In a new report by the Association of Chartered Certified Accountants, they revealed that neurodivergent professionals bring immense value to the accountancy profession, although the success depends on a fundamental shift in how employers approach inclusion.
ACCA describes neurodivergence as the natural variation among all human brains in how they are ‘wired’ and function. Most cognitive variation falls within a certain range considered typical, but the concept of neurodiversity acknowledges that all brains are different.
For this matter, organisations, according to ACCA, are beginning to recognise the significant strengths of neurodivergent individuals and the contributions they make to the workplace.
With an estimation of neurodivergent people being part of a significant proportion of the workforce, between 15% and 20% of the population, neurodivergent professionals themselves are found to be reclaiming their own stories, reshaping expectations of what workplaces should provide, and proving that when the environment changes rather than the person, everyone benefits.
The report found that moving from awareness to action requires work at both organisational and individual levels, with neither alone being sufficient, and the question does not boil down to whether workplaces will become more neuroinclusive, but on how quickly, and which organisations will lead and which will fall behind.

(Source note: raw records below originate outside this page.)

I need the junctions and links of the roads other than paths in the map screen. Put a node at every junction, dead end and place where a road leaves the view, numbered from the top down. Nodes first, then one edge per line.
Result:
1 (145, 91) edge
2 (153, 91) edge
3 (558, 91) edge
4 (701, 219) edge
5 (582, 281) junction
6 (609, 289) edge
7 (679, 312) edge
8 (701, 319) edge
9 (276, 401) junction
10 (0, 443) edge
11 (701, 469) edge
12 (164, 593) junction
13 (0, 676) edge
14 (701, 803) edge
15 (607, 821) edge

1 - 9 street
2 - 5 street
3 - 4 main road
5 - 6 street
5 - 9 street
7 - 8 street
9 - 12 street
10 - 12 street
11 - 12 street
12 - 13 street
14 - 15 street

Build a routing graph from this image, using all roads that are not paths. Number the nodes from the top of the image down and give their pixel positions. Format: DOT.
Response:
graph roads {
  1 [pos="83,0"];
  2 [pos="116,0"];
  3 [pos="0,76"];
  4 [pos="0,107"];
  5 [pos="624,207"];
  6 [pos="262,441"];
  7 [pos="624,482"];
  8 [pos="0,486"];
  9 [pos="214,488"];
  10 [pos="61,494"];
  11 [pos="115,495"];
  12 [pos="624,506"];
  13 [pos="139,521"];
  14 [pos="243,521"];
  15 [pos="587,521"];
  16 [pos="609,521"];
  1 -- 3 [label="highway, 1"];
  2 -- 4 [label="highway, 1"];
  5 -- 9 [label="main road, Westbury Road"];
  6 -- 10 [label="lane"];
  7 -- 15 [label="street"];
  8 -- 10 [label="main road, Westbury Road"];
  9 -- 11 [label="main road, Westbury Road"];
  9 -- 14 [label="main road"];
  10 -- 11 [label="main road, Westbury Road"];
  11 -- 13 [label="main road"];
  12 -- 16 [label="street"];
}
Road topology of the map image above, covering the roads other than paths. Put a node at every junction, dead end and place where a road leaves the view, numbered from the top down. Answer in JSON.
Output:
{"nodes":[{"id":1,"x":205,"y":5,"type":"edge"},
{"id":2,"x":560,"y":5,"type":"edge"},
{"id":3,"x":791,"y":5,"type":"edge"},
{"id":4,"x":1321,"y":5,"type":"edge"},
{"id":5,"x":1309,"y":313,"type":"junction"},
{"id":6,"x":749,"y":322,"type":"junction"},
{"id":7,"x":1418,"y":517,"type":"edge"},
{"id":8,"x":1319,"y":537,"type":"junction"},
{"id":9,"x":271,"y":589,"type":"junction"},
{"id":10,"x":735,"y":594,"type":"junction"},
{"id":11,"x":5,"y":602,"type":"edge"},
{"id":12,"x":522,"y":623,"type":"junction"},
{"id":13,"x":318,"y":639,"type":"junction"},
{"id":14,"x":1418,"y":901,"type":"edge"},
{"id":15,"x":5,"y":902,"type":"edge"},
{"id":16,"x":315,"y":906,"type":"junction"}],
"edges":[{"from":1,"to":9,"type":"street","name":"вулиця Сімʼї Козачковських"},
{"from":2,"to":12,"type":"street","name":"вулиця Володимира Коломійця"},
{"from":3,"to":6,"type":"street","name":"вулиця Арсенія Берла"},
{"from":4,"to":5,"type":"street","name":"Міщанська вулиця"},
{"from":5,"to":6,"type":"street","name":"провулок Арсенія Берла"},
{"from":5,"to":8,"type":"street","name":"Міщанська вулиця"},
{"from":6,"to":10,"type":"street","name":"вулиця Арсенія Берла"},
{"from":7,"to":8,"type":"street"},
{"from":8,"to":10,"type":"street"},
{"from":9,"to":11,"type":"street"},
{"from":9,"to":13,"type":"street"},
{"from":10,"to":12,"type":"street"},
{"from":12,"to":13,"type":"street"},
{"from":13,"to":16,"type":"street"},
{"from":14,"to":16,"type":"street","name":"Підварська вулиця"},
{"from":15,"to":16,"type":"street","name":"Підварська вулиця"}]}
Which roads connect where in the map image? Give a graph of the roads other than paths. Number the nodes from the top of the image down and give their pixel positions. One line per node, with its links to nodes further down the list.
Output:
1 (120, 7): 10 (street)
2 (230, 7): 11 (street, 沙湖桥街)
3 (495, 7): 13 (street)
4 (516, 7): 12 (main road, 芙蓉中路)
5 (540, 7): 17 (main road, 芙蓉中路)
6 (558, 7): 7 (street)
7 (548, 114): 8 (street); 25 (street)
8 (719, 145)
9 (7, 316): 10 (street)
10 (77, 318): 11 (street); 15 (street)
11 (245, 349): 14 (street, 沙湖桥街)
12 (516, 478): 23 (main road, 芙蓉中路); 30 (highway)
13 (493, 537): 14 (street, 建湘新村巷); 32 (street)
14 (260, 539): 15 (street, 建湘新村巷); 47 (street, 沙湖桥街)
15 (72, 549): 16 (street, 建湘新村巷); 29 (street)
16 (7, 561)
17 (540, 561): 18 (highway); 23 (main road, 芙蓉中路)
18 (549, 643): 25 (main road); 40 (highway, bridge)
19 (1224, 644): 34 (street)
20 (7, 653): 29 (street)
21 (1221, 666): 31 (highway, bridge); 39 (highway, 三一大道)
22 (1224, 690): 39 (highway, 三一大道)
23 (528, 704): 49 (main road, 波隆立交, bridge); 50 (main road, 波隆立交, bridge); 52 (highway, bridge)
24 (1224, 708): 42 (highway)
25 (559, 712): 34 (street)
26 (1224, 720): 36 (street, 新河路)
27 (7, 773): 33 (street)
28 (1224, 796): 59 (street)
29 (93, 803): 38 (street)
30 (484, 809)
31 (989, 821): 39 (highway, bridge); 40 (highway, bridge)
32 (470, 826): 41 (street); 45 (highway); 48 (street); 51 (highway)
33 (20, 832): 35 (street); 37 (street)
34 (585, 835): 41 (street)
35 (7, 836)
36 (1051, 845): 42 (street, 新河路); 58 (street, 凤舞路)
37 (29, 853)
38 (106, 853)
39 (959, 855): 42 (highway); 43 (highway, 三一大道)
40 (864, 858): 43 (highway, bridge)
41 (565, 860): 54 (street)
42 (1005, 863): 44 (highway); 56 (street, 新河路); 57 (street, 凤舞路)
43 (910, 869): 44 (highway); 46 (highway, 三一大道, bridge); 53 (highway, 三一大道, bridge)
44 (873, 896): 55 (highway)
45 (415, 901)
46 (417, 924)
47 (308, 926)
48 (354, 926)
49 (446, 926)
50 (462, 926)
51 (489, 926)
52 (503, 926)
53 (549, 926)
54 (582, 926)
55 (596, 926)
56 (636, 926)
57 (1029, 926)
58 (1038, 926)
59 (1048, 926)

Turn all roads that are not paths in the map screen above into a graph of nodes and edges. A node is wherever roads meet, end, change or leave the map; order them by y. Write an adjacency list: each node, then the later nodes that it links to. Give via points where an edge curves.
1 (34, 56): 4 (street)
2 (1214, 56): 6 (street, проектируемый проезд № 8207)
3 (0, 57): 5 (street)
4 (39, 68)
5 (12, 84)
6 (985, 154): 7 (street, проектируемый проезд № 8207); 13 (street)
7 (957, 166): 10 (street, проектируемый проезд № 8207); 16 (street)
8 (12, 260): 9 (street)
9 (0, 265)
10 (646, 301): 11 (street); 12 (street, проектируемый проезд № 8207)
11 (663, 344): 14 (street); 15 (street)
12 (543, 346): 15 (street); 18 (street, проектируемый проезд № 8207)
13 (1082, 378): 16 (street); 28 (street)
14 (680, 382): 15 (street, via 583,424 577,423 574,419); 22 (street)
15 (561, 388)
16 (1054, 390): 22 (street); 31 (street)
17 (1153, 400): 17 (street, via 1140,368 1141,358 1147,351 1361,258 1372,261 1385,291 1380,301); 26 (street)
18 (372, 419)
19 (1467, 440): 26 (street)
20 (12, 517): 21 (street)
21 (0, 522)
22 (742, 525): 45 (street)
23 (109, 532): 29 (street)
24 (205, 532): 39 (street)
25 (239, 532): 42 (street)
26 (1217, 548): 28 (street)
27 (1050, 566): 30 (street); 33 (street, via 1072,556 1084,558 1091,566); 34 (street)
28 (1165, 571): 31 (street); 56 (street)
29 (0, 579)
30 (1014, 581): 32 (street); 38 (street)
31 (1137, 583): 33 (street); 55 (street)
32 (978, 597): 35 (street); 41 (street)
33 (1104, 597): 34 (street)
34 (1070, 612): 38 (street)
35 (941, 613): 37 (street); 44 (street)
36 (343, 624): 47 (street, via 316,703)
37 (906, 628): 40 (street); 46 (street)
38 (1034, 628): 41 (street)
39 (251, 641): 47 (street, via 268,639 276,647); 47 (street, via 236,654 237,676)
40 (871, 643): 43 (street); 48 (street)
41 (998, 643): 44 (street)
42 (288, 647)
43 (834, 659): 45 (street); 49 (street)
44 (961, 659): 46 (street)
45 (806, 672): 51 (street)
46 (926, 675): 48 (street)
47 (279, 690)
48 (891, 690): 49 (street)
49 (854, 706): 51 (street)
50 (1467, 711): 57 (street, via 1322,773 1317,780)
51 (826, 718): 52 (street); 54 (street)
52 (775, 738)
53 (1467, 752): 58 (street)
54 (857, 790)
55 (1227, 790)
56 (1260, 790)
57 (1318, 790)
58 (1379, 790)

Further, the ACCA study recommends that employers and individuals look into five strategic areas that are emerging:
- Systemic organisational change: the foundational shifts in management, processes and culture that create environments where neurodivergent professionals can contribute effectively.
- Individual empowerment: the strategies, tools and approaches that enable individuals to navigate their careers strategically, regardless of organisational readiness.
- Leveraging cognitive strengths: reframing attitudes from deficit-based accommodation to recognising genuine competitive advantages.
- Recognising diverse career paths: expanding what success looks like beyond traditional progression routes.
- Cultural context: acknowledging that neurodiversity acceptance varies dramatically across regions and culture.
The professional accounting body further suggests that organisations must dive deeper into how the talent is there, with the business case clear and the tools existing, and that what is needed now is commitment to genuine transformation, not performative pretences of inclusion.